The goal of a QA should be ensuring that quality is built in from the beginning, encouraging practices such as Test Driven Development. A tester’s mind-set is very different to a developer’s, which often allows a QA to identify problem areas more easily. QA’s should be training developers to think outside the box and ensure that they’re thinking of different scenarios while they’re developing. In theory, this should mean that fewer bugs are developed, making the whole SDLC faster and more efficient.
With QA’s having a reduced workload due to developers taking on additional responsibility, QA’s can start to focus more on areas of testing other than just ensuring the system is functioning correctly.
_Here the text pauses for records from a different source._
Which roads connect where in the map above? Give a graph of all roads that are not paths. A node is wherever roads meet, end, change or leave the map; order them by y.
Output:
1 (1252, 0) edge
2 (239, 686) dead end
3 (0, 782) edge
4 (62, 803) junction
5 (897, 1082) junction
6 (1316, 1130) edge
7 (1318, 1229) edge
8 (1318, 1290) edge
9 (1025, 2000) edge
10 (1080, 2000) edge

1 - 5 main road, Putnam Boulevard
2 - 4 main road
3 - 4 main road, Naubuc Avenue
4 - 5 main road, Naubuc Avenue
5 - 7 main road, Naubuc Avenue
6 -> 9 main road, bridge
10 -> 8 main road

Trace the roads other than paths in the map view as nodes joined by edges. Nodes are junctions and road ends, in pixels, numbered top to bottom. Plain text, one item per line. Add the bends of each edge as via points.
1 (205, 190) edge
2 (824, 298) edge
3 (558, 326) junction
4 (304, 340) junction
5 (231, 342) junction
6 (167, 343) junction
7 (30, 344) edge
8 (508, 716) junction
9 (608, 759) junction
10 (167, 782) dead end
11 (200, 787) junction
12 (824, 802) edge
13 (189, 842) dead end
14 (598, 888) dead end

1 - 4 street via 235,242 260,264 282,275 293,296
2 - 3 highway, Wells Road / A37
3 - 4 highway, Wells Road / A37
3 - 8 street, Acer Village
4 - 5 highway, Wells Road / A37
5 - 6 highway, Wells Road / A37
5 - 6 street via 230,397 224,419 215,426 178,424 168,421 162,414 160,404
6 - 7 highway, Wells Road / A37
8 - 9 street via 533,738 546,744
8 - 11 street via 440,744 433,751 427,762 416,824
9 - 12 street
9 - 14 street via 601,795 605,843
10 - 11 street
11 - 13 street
QA’s should be shifting focus onto non-functional testing such as performance and security, as well as real usability testing and facilitate crowd or beta testing to prove that you are building the right thing, and not just building the wrong thing correctly.
There is and probably always will be the need for exploratory testing in-house too, which requires a QA’s mind, but again this should be kept to “minimum viable testing”. QA’s should also look into the analytics behind what’s being developed, such as what browsers or device customers are using and then ensure that testing and development targets this. This is an area often forgotten during development that can result in poor usability if not given adequate attention. There are countless ways of improving the quality of a system, these example are just a few, and this is where a QA can truly bring value to the SDLC, improving quality, increasing efficiency and reducing cycle time.
So to answer the question, is there a place for QA’s in a world where cycle time is everything? The notion of a QA in the traditional sense is going away, and the survival of QA depends on changing and adapting their way of working to stay relevant and ensure they are providing value. Training developers to think like a QA, improving testing practices, pushing ahead with non-functional testing and striving to improve quality and efficiency wherever possible will help to ensure that the role of a QA continues to be relevant. However, there are also other opportunities for QA’s to diversify (as many developers are doing) by taking on dual roles, such as Scrum Master or Business Analyst, and the knowledge gained in working as QA can lend itself particularly well in these areas. The role of a traditional manual tester will likely go the way of the typewriter; but not a single business out there can honestly say that their software is perfect, and as long as that continues to be the case, there will always be the need for QA.